* **Exercise prompt**
Reproduce every line in the listing that contains the word "Write".
-- Opening Marker --
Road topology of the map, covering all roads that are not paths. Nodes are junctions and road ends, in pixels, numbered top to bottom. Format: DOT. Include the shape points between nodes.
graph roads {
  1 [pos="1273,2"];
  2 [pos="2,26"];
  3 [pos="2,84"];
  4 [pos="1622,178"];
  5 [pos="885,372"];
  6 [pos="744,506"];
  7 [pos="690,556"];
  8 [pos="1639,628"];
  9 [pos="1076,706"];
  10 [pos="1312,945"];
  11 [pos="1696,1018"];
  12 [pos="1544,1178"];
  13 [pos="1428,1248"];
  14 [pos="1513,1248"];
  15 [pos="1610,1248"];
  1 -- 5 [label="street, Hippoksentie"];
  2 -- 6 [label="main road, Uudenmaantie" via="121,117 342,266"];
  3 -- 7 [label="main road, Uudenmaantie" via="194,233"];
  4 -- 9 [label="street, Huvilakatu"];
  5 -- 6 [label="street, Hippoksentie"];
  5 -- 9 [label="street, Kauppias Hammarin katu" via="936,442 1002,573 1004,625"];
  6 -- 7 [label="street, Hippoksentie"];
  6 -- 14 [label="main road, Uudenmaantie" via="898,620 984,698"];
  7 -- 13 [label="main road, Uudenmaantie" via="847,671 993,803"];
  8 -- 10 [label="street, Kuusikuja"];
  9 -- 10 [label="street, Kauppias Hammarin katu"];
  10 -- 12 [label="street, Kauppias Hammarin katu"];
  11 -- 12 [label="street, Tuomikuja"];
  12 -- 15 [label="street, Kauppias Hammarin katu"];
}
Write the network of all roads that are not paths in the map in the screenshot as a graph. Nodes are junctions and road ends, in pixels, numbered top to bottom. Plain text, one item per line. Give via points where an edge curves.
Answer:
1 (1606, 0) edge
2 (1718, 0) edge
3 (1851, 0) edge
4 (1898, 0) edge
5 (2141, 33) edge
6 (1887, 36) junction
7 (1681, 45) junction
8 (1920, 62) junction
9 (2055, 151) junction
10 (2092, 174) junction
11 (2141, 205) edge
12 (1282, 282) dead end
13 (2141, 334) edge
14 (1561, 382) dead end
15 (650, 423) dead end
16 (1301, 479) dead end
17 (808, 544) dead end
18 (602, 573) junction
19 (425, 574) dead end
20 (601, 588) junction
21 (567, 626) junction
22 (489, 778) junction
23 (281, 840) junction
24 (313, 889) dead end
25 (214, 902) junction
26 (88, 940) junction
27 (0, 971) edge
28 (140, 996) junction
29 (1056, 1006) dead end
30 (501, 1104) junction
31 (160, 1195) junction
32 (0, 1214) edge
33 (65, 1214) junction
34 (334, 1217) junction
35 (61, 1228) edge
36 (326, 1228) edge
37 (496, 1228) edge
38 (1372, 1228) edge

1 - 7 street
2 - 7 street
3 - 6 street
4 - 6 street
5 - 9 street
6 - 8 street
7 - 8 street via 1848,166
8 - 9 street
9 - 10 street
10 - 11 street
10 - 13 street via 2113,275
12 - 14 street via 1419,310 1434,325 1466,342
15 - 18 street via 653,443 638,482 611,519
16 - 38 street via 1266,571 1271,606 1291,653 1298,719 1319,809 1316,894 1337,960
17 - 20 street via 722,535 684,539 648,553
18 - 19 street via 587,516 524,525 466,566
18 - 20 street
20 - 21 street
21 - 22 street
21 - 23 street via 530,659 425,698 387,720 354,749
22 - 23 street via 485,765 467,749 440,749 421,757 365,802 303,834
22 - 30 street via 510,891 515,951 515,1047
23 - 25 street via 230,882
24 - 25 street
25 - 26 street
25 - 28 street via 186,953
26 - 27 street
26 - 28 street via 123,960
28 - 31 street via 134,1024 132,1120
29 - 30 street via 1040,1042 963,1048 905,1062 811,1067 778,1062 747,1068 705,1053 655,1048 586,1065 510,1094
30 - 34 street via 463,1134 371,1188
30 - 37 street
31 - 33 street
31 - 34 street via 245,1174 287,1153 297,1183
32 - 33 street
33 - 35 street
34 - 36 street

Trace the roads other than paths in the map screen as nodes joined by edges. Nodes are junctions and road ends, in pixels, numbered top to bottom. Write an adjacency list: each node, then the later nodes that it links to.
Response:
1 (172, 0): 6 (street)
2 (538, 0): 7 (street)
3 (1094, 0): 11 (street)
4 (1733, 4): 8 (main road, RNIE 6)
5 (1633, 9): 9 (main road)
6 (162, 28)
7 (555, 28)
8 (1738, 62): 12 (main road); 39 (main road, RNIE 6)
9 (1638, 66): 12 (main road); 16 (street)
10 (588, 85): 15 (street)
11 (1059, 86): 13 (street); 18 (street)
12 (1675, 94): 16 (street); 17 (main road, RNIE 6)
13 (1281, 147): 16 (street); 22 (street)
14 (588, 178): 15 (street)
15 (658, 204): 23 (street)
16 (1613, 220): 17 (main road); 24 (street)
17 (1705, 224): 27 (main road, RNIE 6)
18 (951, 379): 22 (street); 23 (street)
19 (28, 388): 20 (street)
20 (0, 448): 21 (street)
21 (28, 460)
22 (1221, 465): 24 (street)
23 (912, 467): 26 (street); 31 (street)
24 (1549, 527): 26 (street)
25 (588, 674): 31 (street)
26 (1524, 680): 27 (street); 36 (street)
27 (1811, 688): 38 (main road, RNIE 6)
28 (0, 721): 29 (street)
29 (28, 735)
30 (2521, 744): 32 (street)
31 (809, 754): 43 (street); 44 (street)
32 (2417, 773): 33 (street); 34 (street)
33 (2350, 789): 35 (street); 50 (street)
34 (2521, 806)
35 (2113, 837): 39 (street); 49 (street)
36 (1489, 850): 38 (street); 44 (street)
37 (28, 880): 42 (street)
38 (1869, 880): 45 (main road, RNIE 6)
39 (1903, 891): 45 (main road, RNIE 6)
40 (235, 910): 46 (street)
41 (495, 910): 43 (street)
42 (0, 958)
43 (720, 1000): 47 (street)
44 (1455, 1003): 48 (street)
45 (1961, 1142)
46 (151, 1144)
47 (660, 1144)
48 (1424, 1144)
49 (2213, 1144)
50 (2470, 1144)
-- Closing Marker --
* **Written solution**
Write the network of all roads that are not paths in the map in the screenshot as a graph. Nodes are junctions and road ends, in pixels, numbered top to bottom. Plain text, one item per line. Give via points where an edge curves.
Trace the roads other than paths in the map screen as nodes joined by edges. Nodes are junctions and road ends, in pixels, numbered top to bottom. Write an adjacency list: each node, then the later nodes that it links to.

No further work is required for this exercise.